This is a guest post by Float, for more information visit floatapp.com
A rainy day fund can be a lifesaver for your business. Having a pot of instantly available cash to draw on safeguards you from any nasty surprises such as a larger than expected tax bill, a change in the market that affects sales or a late payment that threatens to cripple your operations. But how much of a financial safety net should you have?
You may have heard that having enough cash to cover at least 3 months operating expenses is a good place to start, but every business – and every business owner – is different.
So without further ado, here is how to build your cash cushion in 3 simple steps.
When deciding how much cash to set aside for a rainy day you should consult your business objectives.
For example, if you are a seasonal business you may need to adjust your emergency fund for low seasons to see you through or to cover all the expenses that need to be payed in the high season.
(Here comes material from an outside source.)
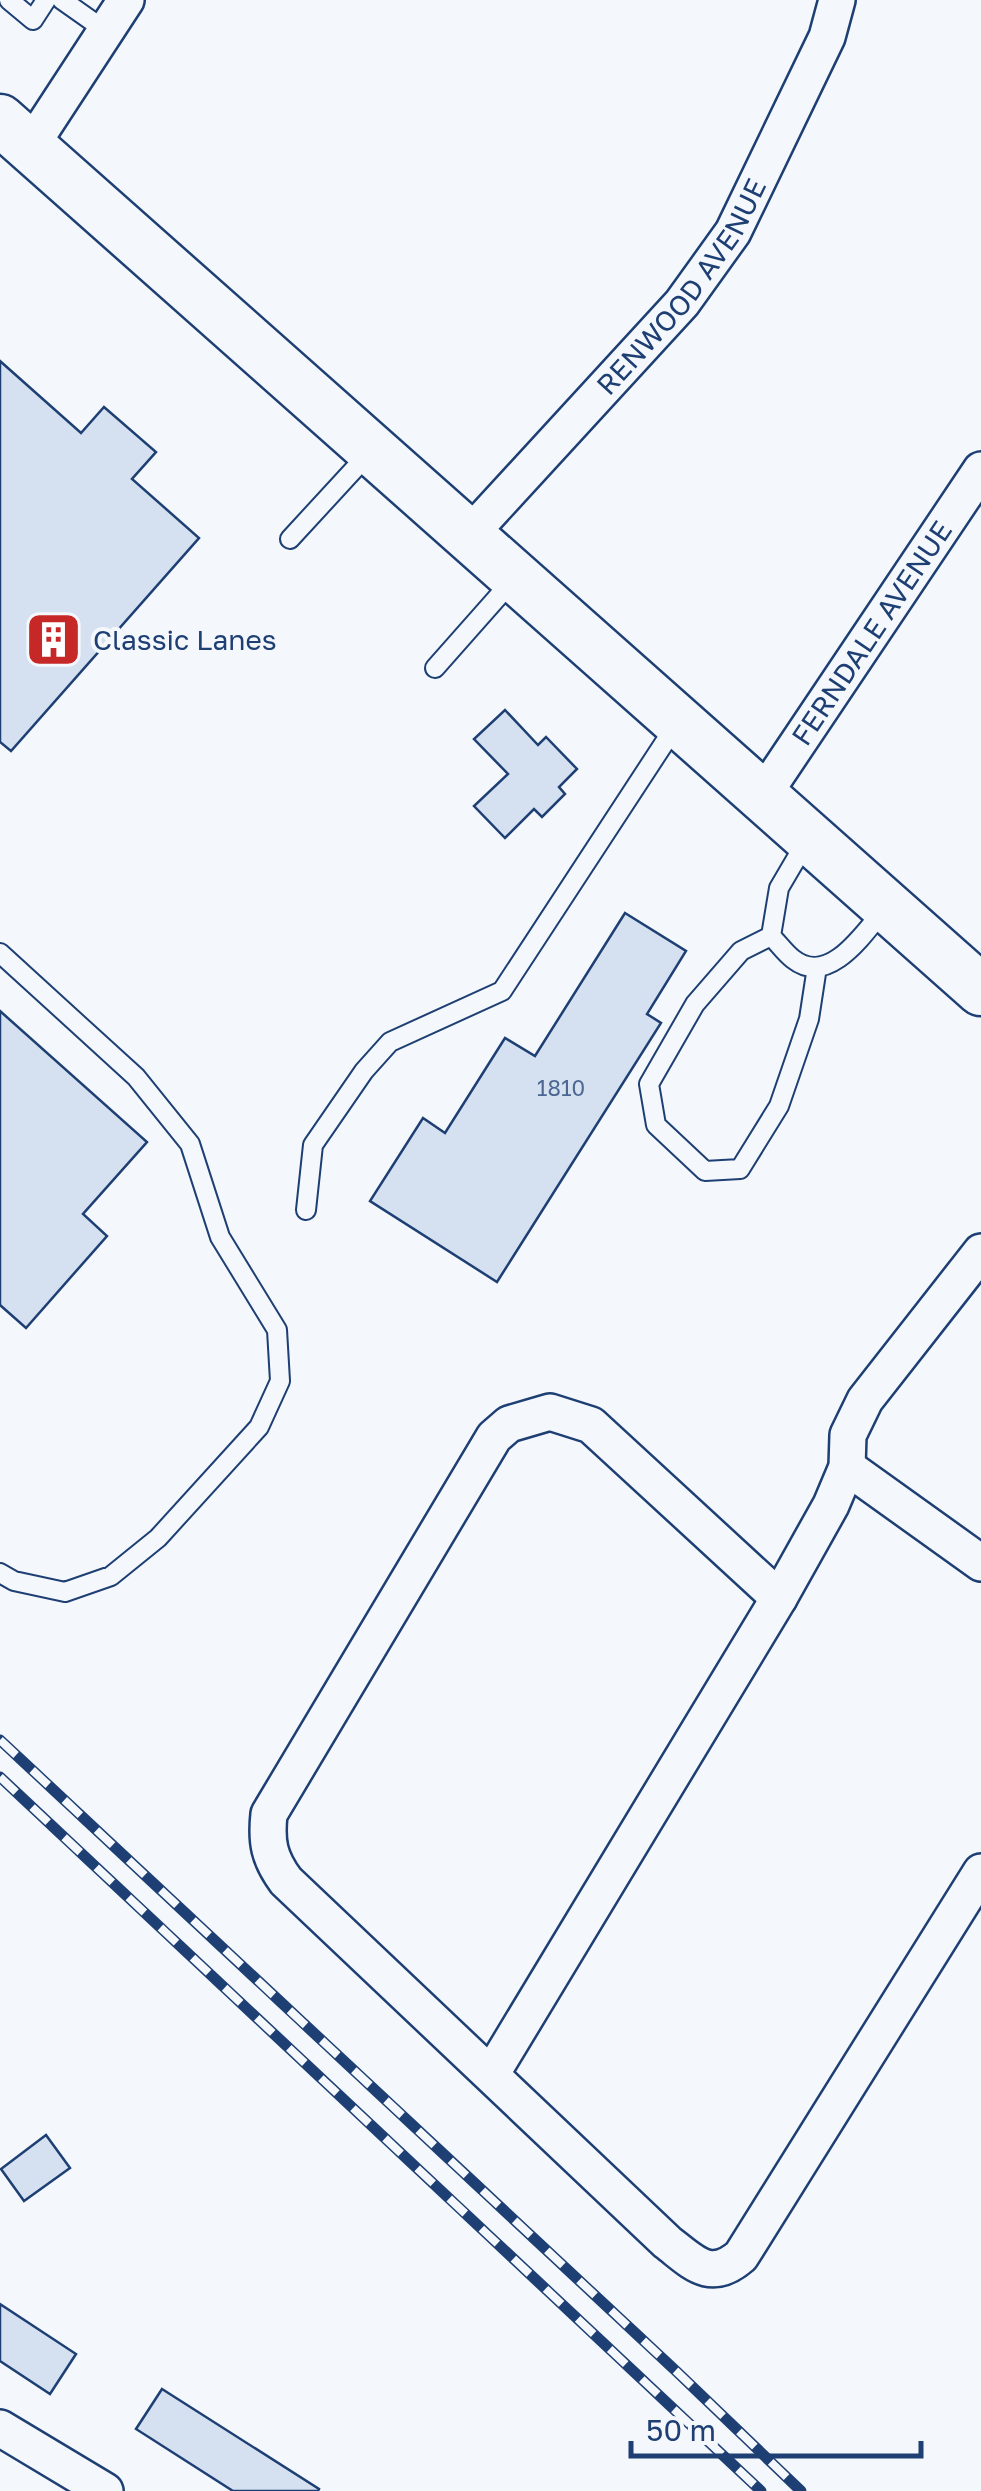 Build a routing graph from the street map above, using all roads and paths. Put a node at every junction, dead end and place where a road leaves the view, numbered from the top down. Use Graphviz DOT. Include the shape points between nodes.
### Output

You should use your historical cash flow statements to identify how much money you need to have available at different points of the year.
If you are a high growth business you may need to run close to the wire so you are maxing out your total cash available for reinvestment which could leave you with less cash on hand.
Your accountant will be able to advise on the cash reserve that is optimal for your business.
Now you should do a thorough review of all your expenses (sometimes referred to as your monthly cash burn). You want to make sure you can meet your obligations such as rent, bills and payroll.
To do this start by totalling all of your operating costs for the month then multiplying this by the number of months you want to cover (3, 6, 12 etc). You’re buying yourself peace of mind, knowing that you can weather any temporary downturn in trading conditions.
Again, it’s important to remember the larger your reserves the less money you will have to grow your business or to take as drawings or to invest in your pension. So while it may seem tempting to keep a year’s cash on hand, such a conservative approach may prevent you from achieving your full potential.
Again, talk to your accountant! They will help you identify your monthly costs so you know how much cash you should keep on hand. And they may also help you set up a cost control system to make sure your operating expenses are always as efficient as possible.
Start saving cash. An easy way to do this is to divert a portion of your profits to a separate bank account that can be accessed easily. Keep doing this until you have your cash cushion. Your accountant will be able to advise how much to save each month.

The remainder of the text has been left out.